Classical Music and Cold War : Musicians in the GDR
A film by Thomas Zintl
Featuring artists and contemporary witnesses including Peter Schreier, Kurt Masur, Jochen Kowalski and Siegfried Lorenz
German language (subtitles in Italian, English, French and Spanish)
Region Code: 0; Aspect Ratio: 16:9; PCM Stereo
ARTHAUS 101655 DVD [52:00]
 
The documentary is fascinating and frustrating in roughly equal terms. In some ways it’s a history of classical music in the GDR (East Germany) between 1945 and 1989, but it tells that story with the lightest of touches. It mentions issues such as the value the Russian occupiers put on culture and how quickly the cultural institutions of East Germany were built up after 1945 - and to what end - as well as the cultural consequences of the building of the Berlin Wall. However, it touches on all of these things only very lightly, and it often left me with more questions than answers. We are introduced to fascinating characters such as Walter Felsenstein, the intendant of the Deutsche Oper Berlin after it was rebuilt on Unter den Linden, but no sooner are their stories introduced than they are snatched away. I wanted to know, for example, about the extent of state intervention in programming and repertoire, but beyond a brief discussion on formalism there was very little about that at all.
 
The other main focus is on what it was like to be an artist during this period, and it explores a little of what it was like to be an internationally respected artistic institution in the GDR, such as the Staatskapelle Dresden or the Thomanenchor, and the issues that followed them on international tours. The highest profile individual featured is tenor Peter Schreier, who speaks of what it was like to be a soloist working in both east and west. Various musicians speak of the difficulties of getting permission to travel to the west, as well as the dilemmas surrounding defection.
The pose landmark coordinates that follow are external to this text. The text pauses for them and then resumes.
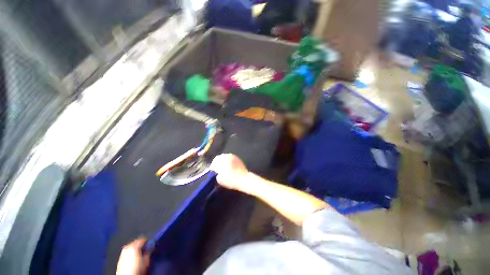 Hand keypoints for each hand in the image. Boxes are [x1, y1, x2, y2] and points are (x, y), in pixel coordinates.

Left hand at [117, 238, 148, 274]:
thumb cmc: (137, 269)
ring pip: (130, 248)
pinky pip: (126, 254)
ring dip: (134, 250)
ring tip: (139, 255)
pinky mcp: (119, 260)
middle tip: (144, 250)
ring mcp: (122, 254)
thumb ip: (149, 251)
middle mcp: (127, 248)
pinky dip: (130, 254)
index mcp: (133, 246)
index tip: (149, 245)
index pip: (142, 239)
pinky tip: (132, 260)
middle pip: (135, 242)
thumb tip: (150, 247)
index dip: (147, 242)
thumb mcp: (147, 260)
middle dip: (140, 245)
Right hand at [210, 154, 248, 190]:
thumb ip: (217, 174)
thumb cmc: (231, 180)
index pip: (214, 162)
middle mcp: (226, 157)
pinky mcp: (237, 158)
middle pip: (219, 157)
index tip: (213, 171)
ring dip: (223, 160)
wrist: (244, 179)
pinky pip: (230, 157)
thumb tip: (217, 172)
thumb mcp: (220, 180)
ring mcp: (232, 156)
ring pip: (225, 156)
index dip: (213, 166)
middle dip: (217, 162)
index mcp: (221, 162)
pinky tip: (230, 165)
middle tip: (218, 168)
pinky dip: (228, 160)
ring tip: (223, 166) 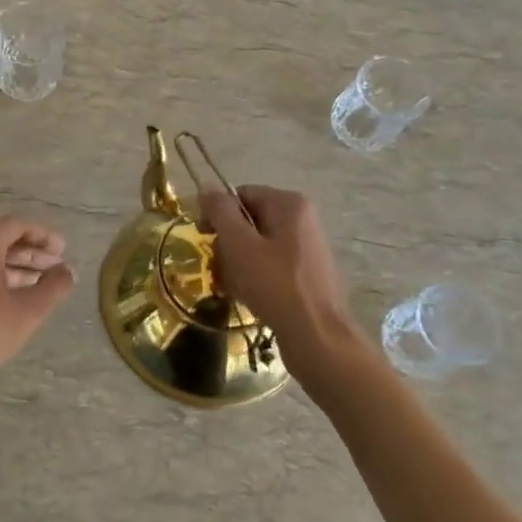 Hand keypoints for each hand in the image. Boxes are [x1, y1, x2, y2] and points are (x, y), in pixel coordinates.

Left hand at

Most intriguingly of all, some spoke of being recruited by the Stasi as collaborators, but again this thread disappeared before it was properly explored.
 
The most interesting section, for me, dealt with the state recording company, Eterna/Deutsche Schallplatten. Its history and success makes for an interesting story, as is the tale of the company’s cooperation with Deutsche Grammophon - the companies would often reach an agreement where Eterna would release a recording in the Comecon countries and DG would license it everywhere else. One man who worked for Deutsche Schallplatten says, tellingly, that “in the GDR records were as important as food: people needed them to escape from their everyday problems.” They also talk briefly about Karajan’s Meistersinger recording in Dresden and the issues that surrounded that but, again, as soon as I was getting into the story I found them moving on to something else. The Wende and the collapse of the GDR are barely mentioned at all before the film ends. If this story is worth telling - and it surely is - then isn’t it worth taking more time to tell it properly?
 
Simon Thompson
 
If this story is worth telling - and it surely is - then isn’t it worth taking more time to tell it properly?